◆ **About this task**
Restate every line of the material below word for word, skipping the images.
- - -
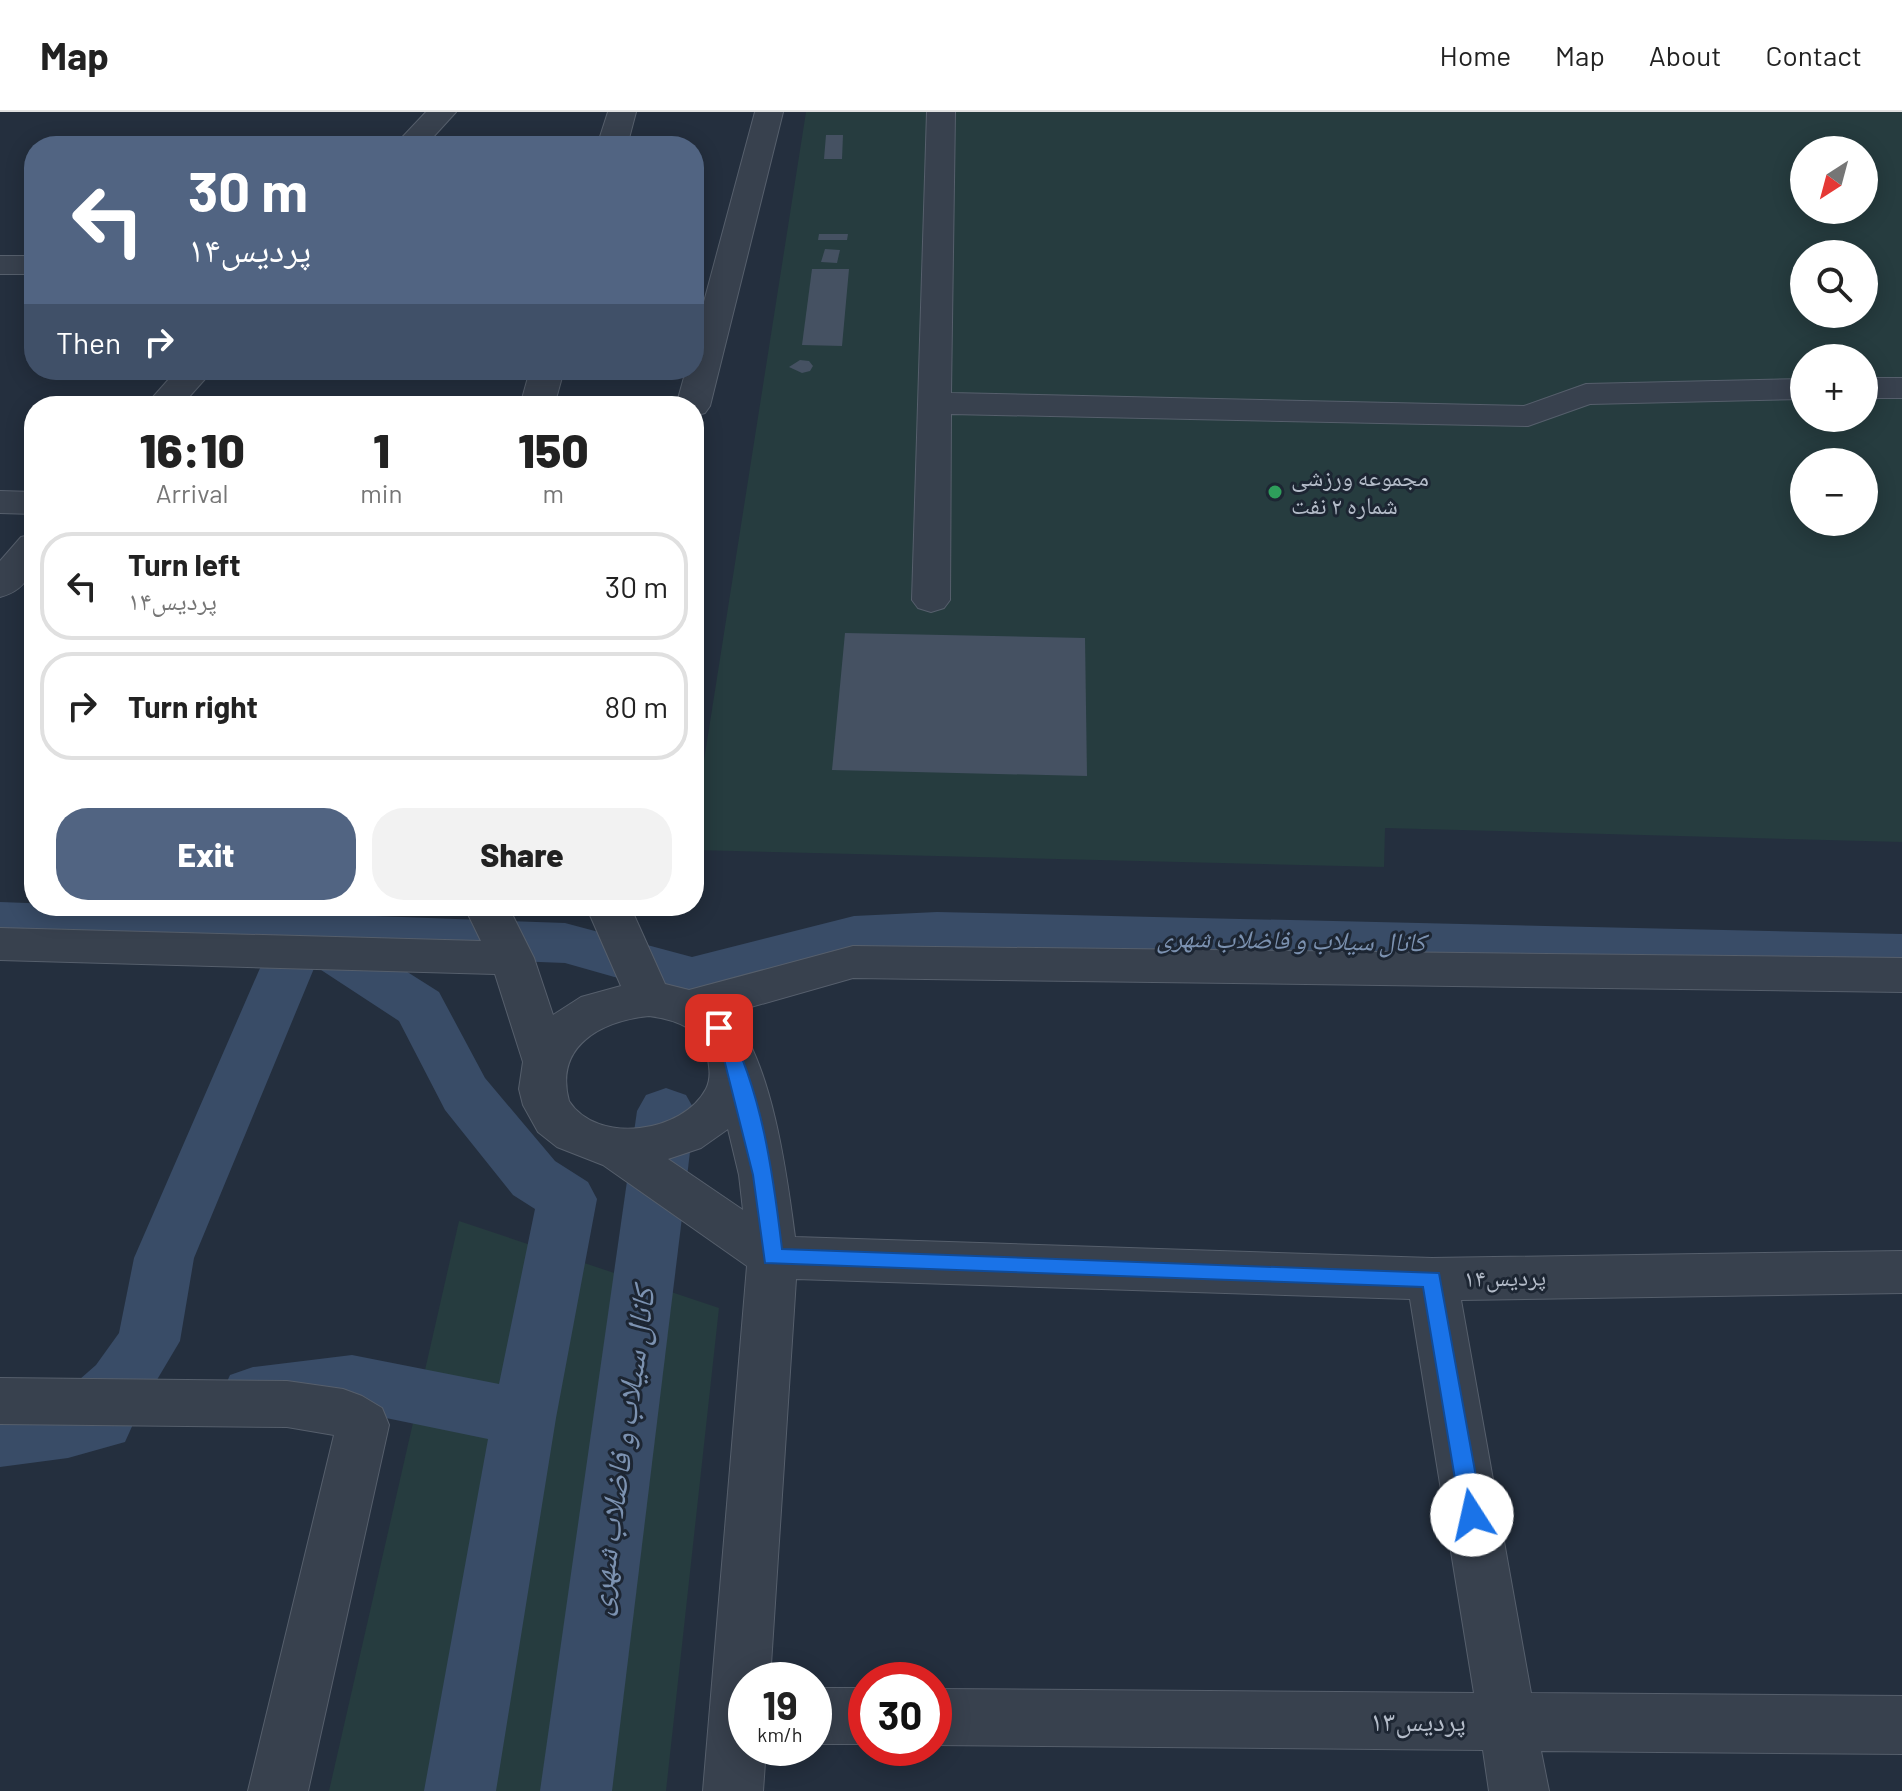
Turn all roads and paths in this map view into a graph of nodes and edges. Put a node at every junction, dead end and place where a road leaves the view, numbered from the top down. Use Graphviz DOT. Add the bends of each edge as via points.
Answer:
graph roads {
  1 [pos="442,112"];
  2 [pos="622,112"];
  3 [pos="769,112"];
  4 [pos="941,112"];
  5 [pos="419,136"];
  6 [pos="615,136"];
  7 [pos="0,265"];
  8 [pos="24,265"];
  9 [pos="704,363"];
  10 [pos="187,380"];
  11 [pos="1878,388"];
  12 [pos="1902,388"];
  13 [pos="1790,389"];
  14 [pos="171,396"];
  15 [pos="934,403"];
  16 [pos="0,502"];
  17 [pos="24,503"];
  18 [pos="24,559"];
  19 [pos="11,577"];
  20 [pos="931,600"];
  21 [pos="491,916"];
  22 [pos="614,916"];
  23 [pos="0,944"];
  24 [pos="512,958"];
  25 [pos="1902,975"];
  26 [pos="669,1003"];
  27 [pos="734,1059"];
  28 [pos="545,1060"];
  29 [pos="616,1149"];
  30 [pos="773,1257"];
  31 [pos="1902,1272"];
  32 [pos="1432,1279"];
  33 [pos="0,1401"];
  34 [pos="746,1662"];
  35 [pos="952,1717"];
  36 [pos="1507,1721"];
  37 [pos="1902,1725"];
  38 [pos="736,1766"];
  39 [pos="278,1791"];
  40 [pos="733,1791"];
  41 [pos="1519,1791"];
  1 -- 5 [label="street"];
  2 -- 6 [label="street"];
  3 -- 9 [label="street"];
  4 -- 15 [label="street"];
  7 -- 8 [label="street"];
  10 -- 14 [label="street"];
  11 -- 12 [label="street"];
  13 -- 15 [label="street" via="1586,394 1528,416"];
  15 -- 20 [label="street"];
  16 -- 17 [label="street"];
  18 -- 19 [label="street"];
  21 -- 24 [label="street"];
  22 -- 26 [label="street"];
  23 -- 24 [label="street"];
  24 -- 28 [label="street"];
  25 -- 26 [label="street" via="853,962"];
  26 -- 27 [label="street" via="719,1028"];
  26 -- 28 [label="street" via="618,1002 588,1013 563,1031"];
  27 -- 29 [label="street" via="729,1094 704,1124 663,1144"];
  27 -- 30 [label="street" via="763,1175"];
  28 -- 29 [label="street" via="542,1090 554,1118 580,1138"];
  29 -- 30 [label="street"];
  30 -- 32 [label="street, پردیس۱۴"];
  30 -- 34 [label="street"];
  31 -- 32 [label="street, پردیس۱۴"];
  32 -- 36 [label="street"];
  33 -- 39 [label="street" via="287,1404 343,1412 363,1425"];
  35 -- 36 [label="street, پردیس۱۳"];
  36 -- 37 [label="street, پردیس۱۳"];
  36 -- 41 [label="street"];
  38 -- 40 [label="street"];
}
- - -
◆ **Response to the exercise**
Turn all roads and paths in this map view into a graph of nodes and edges. Put a node at every junction, dead end and place where a road leaves the view, numbered from the top down. Use Graphviz DOT. Add the bends of each edge as via points.
Answer:
graph roads {
  1 [pos="442,112"];
  2 [pos="622,112"];
  3 [pos="769,112"];
  4 [pos="941,112"];
  5 [pos="419,136"];
  6 [pos="615,136"];
  7 [pos="0,265"];
  8 [pos="24,265"];
  9 [pos="704,363"];
  10 [pos="187,380"];
  11 [pos="1878,388"];
  12 [pos="1902,388"];
  13 [pos="1790,389"];
  14 [pos="171,396"];
  15 [pos="934,403"];
  16 [pos="0,502"];
  17 [pos="24,503"];
  18 [pos="24,559"];
  19 [pos="11,577"];
  20 [pos="931,600"];
  21 [pos="491,916"];
  22 [pos="614,916"];
  23 [pos="0,944"];
  24 [pos="512,958"];
  25 [pos="1902,975"];
  26 [pos="669,1003"];
  27 [pos="734,1059"];
  28 [pos="545,1060"];
  29 [pos="616,1149"];
  30 [pos="773,1257"];
  31 [pos="1902,1272"];
  32 [pos="1432,1279"];
  33 [pos="0,1401"];
  34 [pos="746,1662"];
  35 [pos="952,1717"];
  36 [pos="1507,1721"];
  37 [pos="1902,1725"];
  38 [pos="736,1766"];
  39 [pos="278,1791"];
  40 [pos="733,1791"];
  41 [pos="1519,1791"];
  1 -- 5 [label="street"];
  2 -- 6 [label="street"];
  3 -- 9 [label="street"];
  4 -- 15 [label="street"];
  7 -- 8 [label="street"];
  10 -- 14 [label="street"];
  11 -- 12 [label="street"];
  13 -- 15 [label="street" via="1586,394 1528,416"];
  15 -- 20 [label="street"];
  16 -- 17 [label="street"];
  18 -- 19 [label="street"];
  21 -- 24 [label="street"];
  22 -- 26 [label="street"];
  23 -- 24 [label="street"];
  24 -- 28 [label="street"];
  25 -- 26 [label="street" via="853,962"];
  26 -- 27 [label="street" via="719,1028"];
  26 -- 28 [label="street" via="618,1002 588,1013 563,1031"];
  27 -- 29 [label="street" via="729,1094 704,1124 663,1144"];
  27 -- 30 [label="street" via="763,1175"];
  28 -- 29 [label="street" via="542,1090 554,1118 580,1138"];
  29 -- 30 [label="street"];
  30 -- 32 [label="street, پردیس۱۴"];
  30 -- 34 [label="street"];
  31 -- 32 [label="street, پردیس۱۴"];
  32 -- 36 [label="street"];
  33 -- 39 [label="street" via="287,1404 343,1412 363,1425"];
  35 -- 36 [label="street, پردیس۱۳"];
  36 -- 37 [label="street, پردیس۱۳"];
  36 -- 41 [label="street"];
  38 -- 40 [label="street"];
}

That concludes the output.